• _About this task_:
Every line below that includes the word "ISLETA" needs to be copied.

• _Material for the task_:

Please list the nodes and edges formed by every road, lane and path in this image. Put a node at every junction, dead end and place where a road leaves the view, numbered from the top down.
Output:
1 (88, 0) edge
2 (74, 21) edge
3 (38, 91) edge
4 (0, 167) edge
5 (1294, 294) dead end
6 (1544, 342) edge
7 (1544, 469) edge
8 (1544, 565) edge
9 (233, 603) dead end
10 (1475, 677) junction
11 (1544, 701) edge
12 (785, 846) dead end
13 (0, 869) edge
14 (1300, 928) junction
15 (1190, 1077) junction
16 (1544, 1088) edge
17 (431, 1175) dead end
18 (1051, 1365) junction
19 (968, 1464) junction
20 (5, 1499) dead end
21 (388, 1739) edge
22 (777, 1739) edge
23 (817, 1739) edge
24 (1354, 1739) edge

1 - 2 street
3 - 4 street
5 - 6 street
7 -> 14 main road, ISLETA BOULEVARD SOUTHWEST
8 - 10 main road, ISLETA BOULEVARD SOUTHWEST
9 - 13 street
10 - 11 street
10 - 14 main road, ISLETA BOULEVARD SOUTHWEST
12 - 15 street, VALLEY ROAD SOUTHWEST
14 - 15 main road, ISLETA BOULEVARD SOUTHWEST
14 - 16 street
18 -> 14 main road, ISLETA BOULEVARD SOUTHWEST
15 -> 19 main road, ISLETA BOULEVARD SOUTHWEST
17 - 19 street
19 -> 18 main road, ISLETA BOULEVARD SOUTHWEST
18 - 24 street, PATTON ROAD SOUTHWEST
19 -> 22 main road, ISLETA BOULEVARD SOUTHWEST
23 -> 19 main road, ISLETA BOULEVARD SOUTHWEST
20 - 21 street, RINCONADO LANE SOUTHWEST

• _Completed exercise_:
7 -> 14 main road, ISLETA BOULEVARD SOUTHWEST
8 - 10 main road, ISLETA BOULEVARD SOUTHWEST
10 - 14 main road, ISLETA BOULEVARD SOUTHWEST
14 - 15 main road, ISLETA BOULEVARD SOUTHWEST
18 -> 14 main road, ISLETA BOULEVARD SOUTHWEST
15 -> 19 main road, ISLETA BOULEVARD SOUTHWEST
19 -> 18 main road, ISLETA BOULEVARD SOUTHWEST
19 -> 22 main road, ISLETA BOULEVARD SOUTHWEST
23 -> 19 main road, ISLETA BOULEVARD SOUTHWEST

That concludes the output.